● INSTRUCTIONS TO FOLLOW
Where the data below contains pictures, omit them; output the rest word for word.

(Items from a data source)
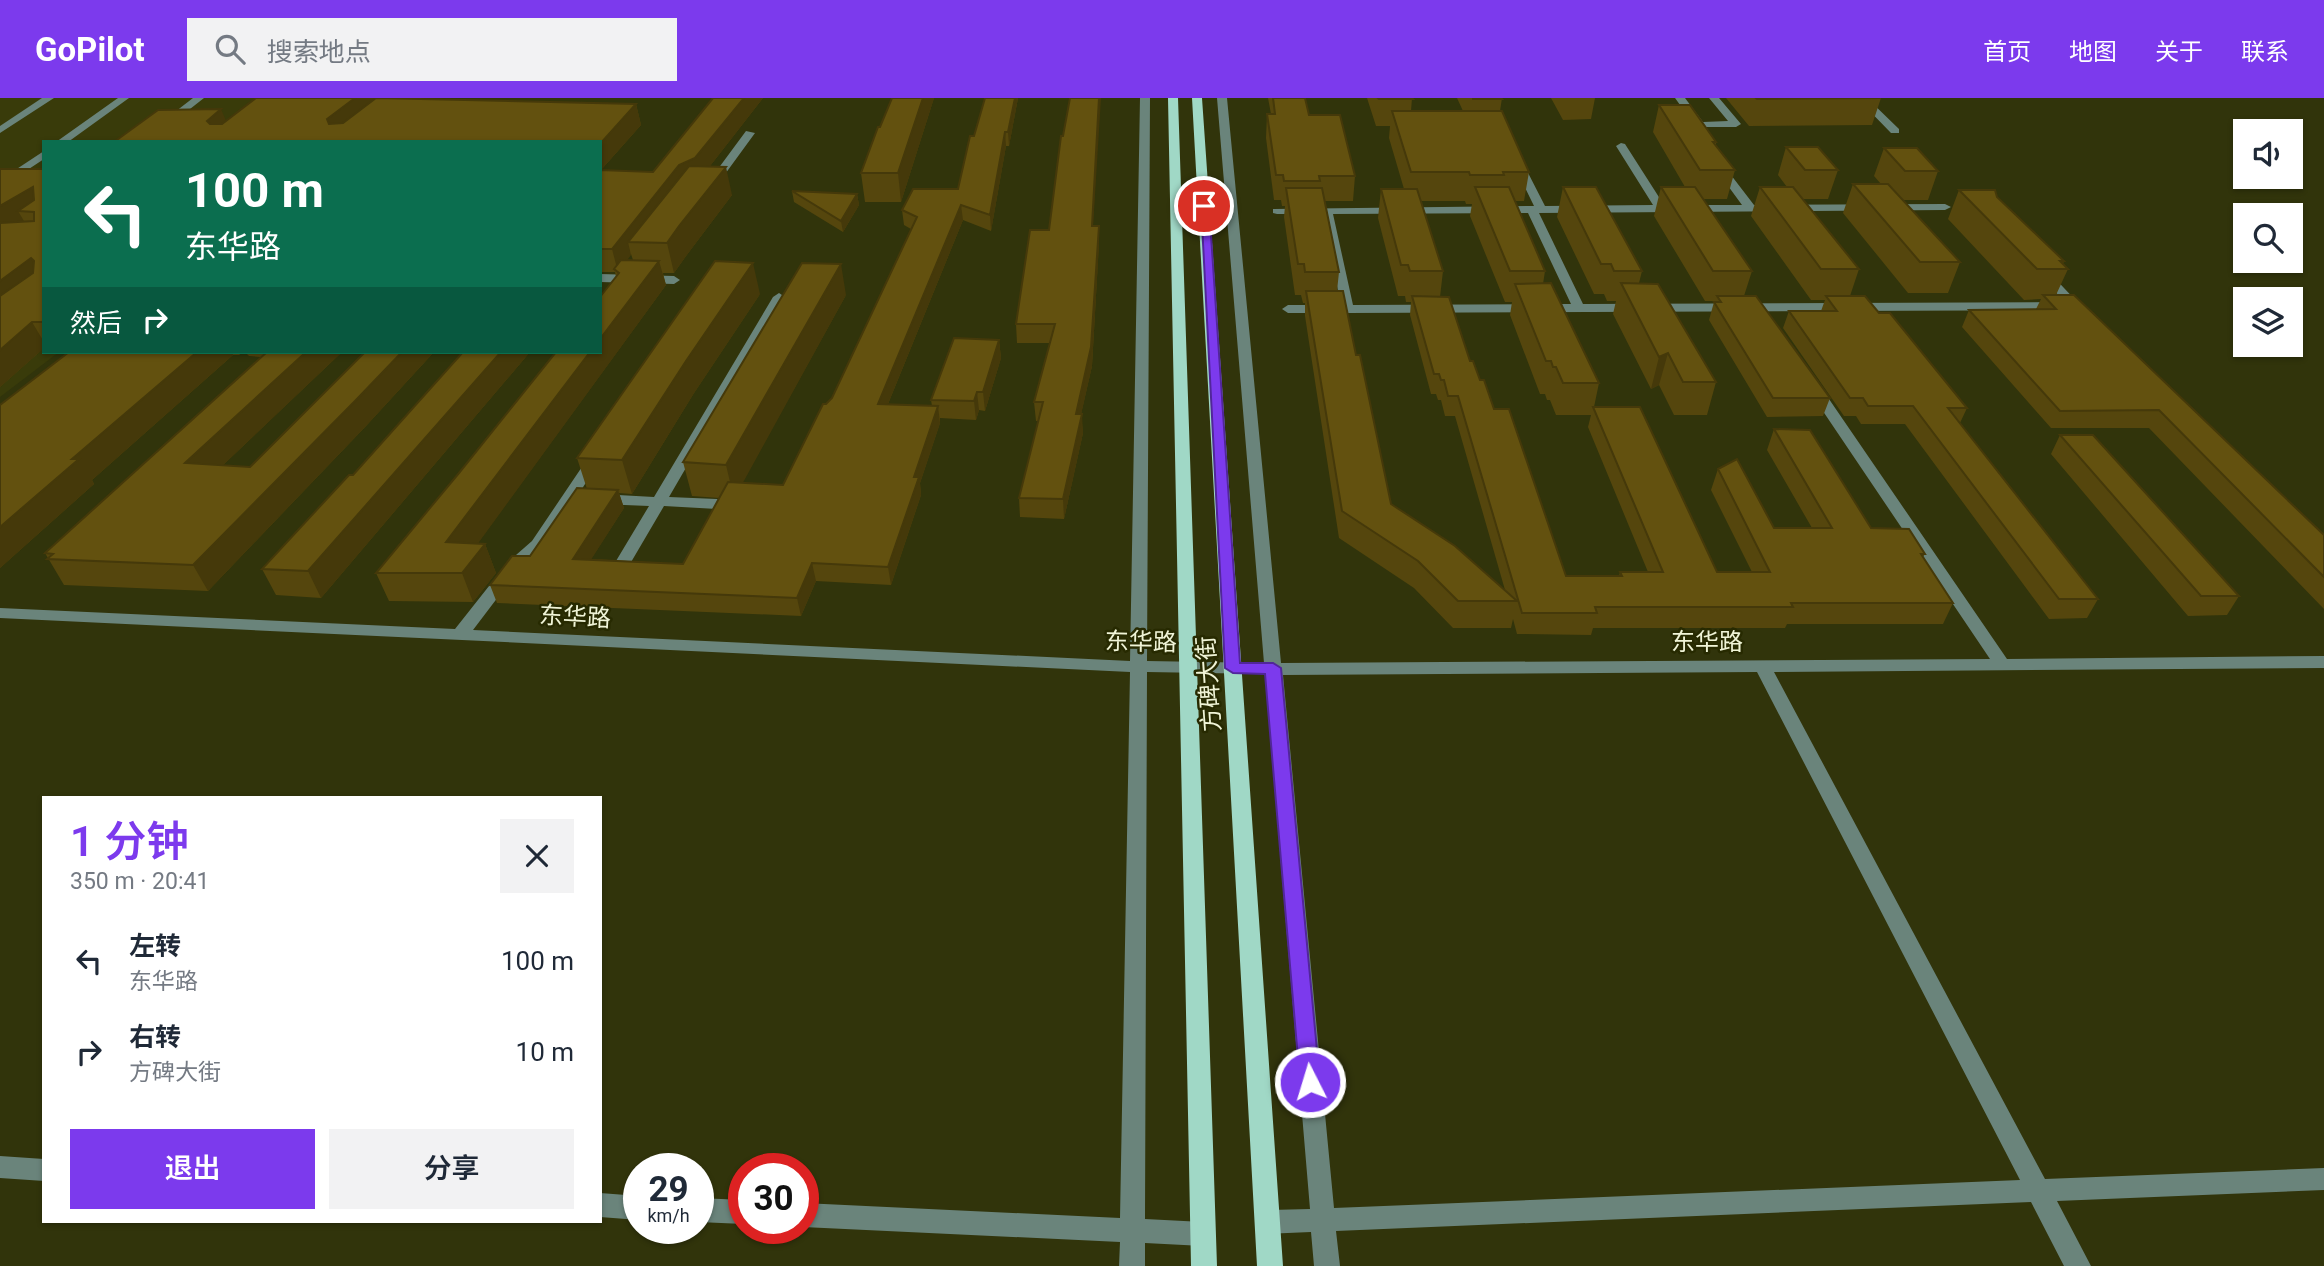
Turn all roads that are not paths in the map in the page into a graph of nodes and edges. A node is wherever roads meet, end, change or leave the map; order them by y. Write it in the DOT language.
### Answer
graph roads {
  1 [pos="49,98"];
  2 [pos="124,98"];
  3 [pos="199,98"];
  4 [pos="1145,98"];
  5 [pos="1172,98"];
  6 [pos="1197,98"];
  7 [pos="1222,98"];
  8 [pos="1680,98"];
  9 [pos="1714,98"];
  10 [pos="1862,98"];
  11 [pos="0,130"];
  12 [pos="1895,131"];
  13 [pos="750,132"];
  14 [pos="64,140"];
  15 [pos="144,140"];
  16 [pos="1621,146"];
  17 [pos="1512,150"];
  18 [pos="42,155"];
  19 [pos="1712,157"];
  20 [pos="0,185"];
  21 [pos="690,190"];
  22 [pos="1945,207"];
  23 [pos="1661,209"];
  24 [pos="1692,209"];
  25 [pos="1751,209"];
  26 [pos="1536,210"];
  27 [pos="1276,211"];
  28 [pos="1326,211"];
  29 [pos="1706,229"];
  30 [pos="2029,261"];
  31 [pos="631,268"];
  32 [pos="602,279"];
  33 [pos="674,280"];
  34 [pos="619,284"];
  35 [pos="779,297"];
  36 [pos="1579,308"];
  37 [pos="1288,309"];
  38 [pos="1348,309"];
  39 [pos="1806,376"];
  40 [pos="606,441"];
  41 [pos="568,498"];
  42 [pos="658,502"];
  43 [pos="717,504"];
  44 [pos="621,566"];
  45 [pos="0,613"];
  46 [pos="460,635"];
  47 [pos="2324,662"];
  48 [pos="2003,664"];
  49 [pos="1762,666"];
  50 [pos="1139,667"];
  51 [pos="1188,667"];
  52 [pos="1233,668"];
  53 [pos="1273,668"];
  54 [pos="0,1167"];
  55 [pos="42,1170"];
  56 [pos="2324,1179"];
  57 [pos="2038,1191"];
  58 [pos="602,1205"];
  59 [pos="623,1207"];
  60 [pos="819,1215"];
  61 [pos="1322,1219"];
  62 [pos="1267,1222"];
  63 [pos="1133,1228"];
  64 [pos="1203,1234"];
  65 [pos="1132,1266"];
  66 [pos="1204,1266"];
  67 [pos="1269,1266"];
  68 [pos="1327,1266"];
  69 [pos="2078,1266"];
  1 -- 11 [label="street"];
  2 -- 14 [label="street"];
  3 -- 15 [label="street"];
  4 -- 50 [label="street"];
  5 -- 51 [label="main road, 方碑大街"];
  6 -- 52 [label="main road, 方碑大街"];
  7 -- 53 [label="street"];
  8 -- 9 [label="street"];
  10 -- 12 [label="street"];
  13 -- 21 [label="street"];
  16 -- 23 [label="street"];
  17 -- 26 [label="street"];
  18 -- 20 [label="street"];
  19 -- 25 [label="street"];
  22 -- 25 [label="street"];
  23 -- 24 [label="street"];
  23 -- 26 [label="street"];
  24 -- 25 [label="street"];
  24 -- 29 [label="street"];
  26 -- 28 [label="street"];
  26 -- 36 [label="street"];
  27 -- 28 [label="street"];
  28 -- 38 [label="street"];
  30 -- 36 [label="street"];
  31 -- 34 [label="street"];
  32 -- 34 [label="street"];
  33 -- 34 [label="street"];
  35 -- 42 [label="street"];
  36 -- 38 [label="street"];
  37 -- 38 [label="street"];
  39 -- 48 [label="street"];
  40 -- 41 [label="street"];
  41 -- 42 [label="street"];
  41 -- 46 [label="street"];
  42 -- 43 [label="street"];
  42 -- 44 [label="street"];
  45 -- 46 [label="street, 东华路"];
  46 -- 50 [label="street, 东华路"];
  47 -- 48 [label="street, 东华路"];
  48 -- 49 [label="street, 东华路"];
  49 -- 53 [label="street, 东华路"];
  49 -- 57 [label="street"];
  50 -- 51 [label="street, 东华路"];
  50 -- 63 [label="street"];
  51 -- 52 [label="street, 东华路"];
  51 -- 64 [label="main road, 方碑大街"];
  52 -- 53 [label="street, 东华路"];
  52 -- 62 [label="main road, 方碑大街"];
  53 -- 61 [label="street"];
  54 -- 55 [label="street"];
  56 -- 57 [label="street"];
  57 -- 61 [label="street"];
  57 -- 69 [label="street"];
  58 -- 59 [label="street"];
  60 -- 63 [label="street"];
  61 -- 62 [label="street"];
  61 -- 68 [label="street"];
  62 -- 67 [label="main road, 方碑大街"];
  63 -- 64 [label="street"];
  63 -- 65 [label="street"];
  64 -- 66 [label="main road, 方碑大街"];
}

● SOLUTION TO THE EXERCISE
Turn all roads that are not paths in the map in the page into a graph of nodes and edges. A node is wherever roads meet, end, change or leave the map; order them by y. Write it in the DOT language.
### Answer
graph roads {
  1 [pos="49,98"];
  2 [pos="124,98"];
  3 [pos="199,98"];
  4 [pos="1145,98"];
  5 [pos="1172,98"];
  6 [pos="1197,98"];
  7 [pos="1222,98"];
  8 [pos="1680,98"];
  9 [pos="1714,98"];
  10 [pos="1862,98"];
  11 [pos="0,130"];
  12 [pos="1895,131"];
  13 [pos="750,132"];
  14 [pos="64,140"];
  15 [pos="144,140"];
  16 [pos="1621,146"];
  17 [pos="1512,150"];
  18 [pos="42,155"];
  19 [pos="1712,157"];
  20 [pos="0,185"];
  21 [pos="690,190"];
  22 [pos="1945,207"];
  23 [pos="1661,209"];
  24 [pos="1692,209"];
  25 [pos="1751,209"];
  26 [pos="1536,210"];
  27 [pos="1276,211"];
  28 [pos="1326,211"];
  29 [pos="1706,229"];
  30 [pos="2029,261"];
  31 [pos="631,268"];
  32 [pos="602,279"];
  33 [pos="674,280"];
  34 [pos="619,284"];
  35 [pos="779,297"];
  36 [pos="1579,308"];
  37 [pos="1288,309"];
  38 [pos="1348,309"];
  39 [pos="1806,376"];
  40 [pos="606,441"];
  41 [pos="568,498"];
  42 [pos="658,502"];
  43 [pos="717,504"];
  44 [pos="621,566"];
  45 [pos="0,613"];
  46 [pos="460,635"];
  47 [pos="2324,662"];
  48 [pos="2003,664"];
  49 [pos="1762,666"];
  50 [pos="1139,667"];
  51 [pos="1188,667"];
  52 [pos="1233,668"];
  53 [pos="1273,668"];
  54 [pos="0,1167"];
  55 [pos="42,1170"];
  56 [pos="2324,1179"];
  57 [pos="2038,1191"];
  58 [pos="602,1205"];
  59 [pos="623,1207"];
  60 [pos="819,1215"];
  61 [pos="1322,1219"];
  62 [pos="1267,1222"];
  63 [pos="1133,1228"];
  64 [pos="1203,1234"];
  65 [pos="1132,1266"];
  66 [pos="1204,1266"];
  67 [pos="1269,1266"];
  68 [pos="1327,1266"];
  69 [pos="2078,1266"];
  1 -- 11 [label="street"];
  2 -- 14 [label="street"];
  3 -- 15 [label="street"];
  4 -- 50 [label="street"];
  5 -- 51 [label="main road, 方碑大街"];
  6 -- 52 [label="main road, 方碑大街"];
  7 -- 53 [label="street"];
  8 -- 9 [label="street"];
  10 -- 12 [label="street"];
  13 -- 21 [label="street"];
  16 -- 23 [label="street"];
  17 -- 26 [label="street"];
  18 -- 20 [label="street"];
  19 -- 25 [label="street"];
  22 -- 25 [label="street"];
  23 -- 24 [label="street"];
  23 -- 26 [label="street"];
  24 -- 25 [label="street"];
  24 -- 29 [label="street"];
  26 -- 28 [label="street"];
  26 -- 36 [label="street"];
  27 -- 28 [label="street"];
  28 -- 38 [label="street"];
  30 -- 36 [label="street"];
  31 -- 34 [label="street"];
  32 -- 34 [label="street"];
  33 -- 34 [label="street"];
  35 -- 42 [label="street"];
  36 -- 38 [label="street"];
  37 -- 38 [label="street"];
  39 -- 48 [label="street"];
  40 -- 41 [label="street"];
  41 -- 42 [label="street"];
  41 -- 46 [label="street"];
  42 -- 43 [label="street"];
  42 -- 44 [label="street"];
  45 -- 46 [label="street, 东华路"];
  46 -- 50 [label="street, 东华路"];
  47 -- 48 [label="street, 东华路"];
  48 -- 49 [label="street, 东华路"];
  49 -- 53 [label="street, 东华路"];
  49 -- 57 [label="street"];
  50 -- 51 [label="street, 东华路"];
  50 -- 63 [label="street"];
  51 -- 52 [label="street, 东华路"];
  51 -- 64 [label="main road, 方碑大街"];
  52 -- 53 [label="street, 东华路"];
  52 -- 62 [label="main road, 方碑大街"];
  53 -- 61 [label="street"];
  54 -- 55 [label="street"];
  56 -- 57 [label="street"];
  57 -- 61 [label="street"];
  57 -- 69 [label="street"];
  58 -- 59 [label="street"];
  60 -- 63 [label="street"];
  61 -- 62 [label="street"];
  61 -- 68 [label="street"];
  62 -- 67 [label="main road, 方碑大街"];
  63 -- 64 [label="street"];
  63 -- 65 [label="street"];
  64 -- 66 [label="main road, 方碑大街"];
}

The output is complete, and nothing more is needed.